We meet at the Salzburg Festival, which Nestlé has sponsored since 1991 and where it has given an award for the best young conductor since 2010. Brabeck-Letmathe, 70, looks healthier than when I saw him just over a year ago. His grey hair is starting to grow back after treatment for a “curable illness” that Nestlé assured investors would not stop him working.

“Let me put it this way: you never know with this stuff but for the time being no treatment is foreseen, so I am free.” His doctor had banned him from flying long distances, an odd sort of purgatory for a jet-set executive, but he put the spare time to good use, qualifying as a helicopter pilot in January.

It was that ambition to travel that drew the young Brabeck-Letmathe to Nestlé in the first place. He spent 17 years with the company in Latin America, arriving in Chile just before the Marxist Salvador Allende was elected President, continuing his ascent after returning to the group headquarters in Vevey, Switzerland, in 1987.

His relationship with chief executive Paul Bulcke took off when they worked together in Latin America, so much so that they speak Spanish to each other even though one is Belgian, the other Austrian.

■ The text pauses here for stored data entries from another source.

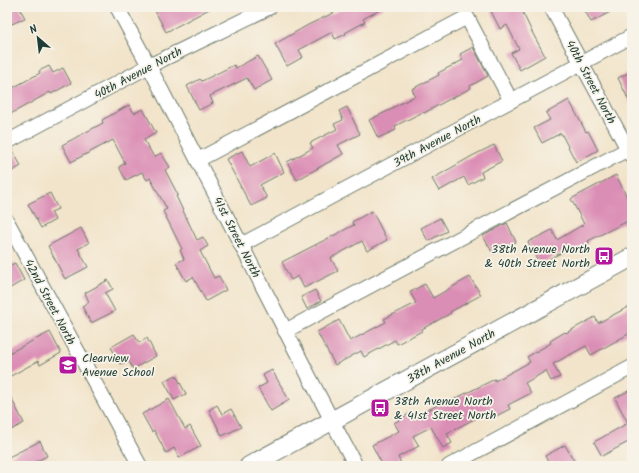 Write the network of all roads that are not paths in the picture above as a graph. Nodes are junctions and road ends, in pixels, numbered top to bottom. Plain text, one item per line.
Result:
1 (117, 7) edge
2 (270, 7) edge
3 (551, 7) edge
4 (632, 36) edge
5 (581, 63) junction
6 (149, 66) junction
7 (511, 101) junction
8 (7, 142) edge
9 (631, 152) edge
10 (198, 160) junction
11 (7, 221) edge
12 (241, 245) junction
13 (632, 256) edge
14 (285, 331) junction
15 (632, 367) edge
16 (332, 421) junction
17 (140, 466) edge
18 (249, 466) edge
19 (356, 466) edge
20 (449, 466) edge

1 - 6 street, 41st Street North
2 - 6 street, 40th Avenue North
3 - 5 street, 40th Street North
4 - 5 street, 39th Avenue North
5 - 7 street, 39th Avenue North
5 - 9 street, 40th Street North
6 - 8 street, 40th Avenue North
6 - 10 street, 41st Street North
7 - 10 street
7 - 12 street, 39th Avenue North
9 - 14 street
10 - 12 street, 41st Street North
11 - 17 street, 42nd Street North
12 - 14 street, 41st Street North
13 - 16 main road, 38th Avenue North
14 - 16 street, 41st Street North
15 - 20 street
16 - 18 main road, 38th Avenue North
16 - 19 street, 41st Street North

He has amassed a string of other influential roles, sitting on the board of beauty group L’Oréal, oil giant ExxonMobil and also chairs Formula One. His profile means that Brabeck-Letmathe is often the first line of defence when things go wrong. Still associated with that baby-milk scandal, Nestlé’s latest row has blown up in India, where health authorities say the lead and monosodium glutamate levels in its Maggi noodles are too high. Nestlé disagrees, but has had to take 30,000 tons of noodles off supermarket shelves.

It is potentially hugely damaging but a short-term worry compared to the food industry’s biggest challenge: how to increase production by 70 per cent by 2050 to feed the extra two billion people on the planet and greater demand for richer diets.

Brabeck-Letmathe thinks it can happen as long as a single resource is better managed: water. As chairman of the 2030 Water Resources Group, a public-private group pushing for water reform, he regularly gets quoted as saying that access to water is not a human right, a controversial stance from the seller of millions of bottles of Nestlé Pure Life and Buxton.

That is only half the story. He insists that water is a human right for the 25 to 50 litres needed per day for hydration and minimum hygiene – making up 1.5 per cent of the water that is being withdrawn from the system. The rest, less so.

“To fill up your swimming pool is not a human right or to water the golf course is not a human right, OK? We are still using water like it was given from heaven.”

Having warned five years ago that the world will run out of water long before it runs out of oil, he says the answers are out there. “If we had the water efficiency of Israel in agriculture in the rest of the world we wouldn’t have the problem, straightaway. If we had the water efficiency of Singapore in households we wouldn’t have a water problem. So we know where the answers are but there is not sufficient political will to implement [them].”

Even though it is one of the biggest drinks companies in the world, Nestlé’s water use is “minimal” he argues, calculating the company withdraws 0.0009 per cent of the world’s water: “So even if you say that Nestlé shouldn’t have a right to sell water, if wouldn’t solve anything.”

Such is the size of Nestlé’s business in the UK, he can’t help worry about the impact of the withdrawal of the UK from the European Union. “I think it would be really very negative for Europe and for the UK.”

Nestlé has built up its supply base in the UK, with a big chocolate operation in York, the result of its takeover of Rowntree Mackintosh, plus mineral water bottled at Buxton in Derbyshire and various coffee factories. It adds up to close on £400m of exports but “those things would most probably fall apart” if the UK left the EU. It sounds like he is saying that small isn’t always so beautiful.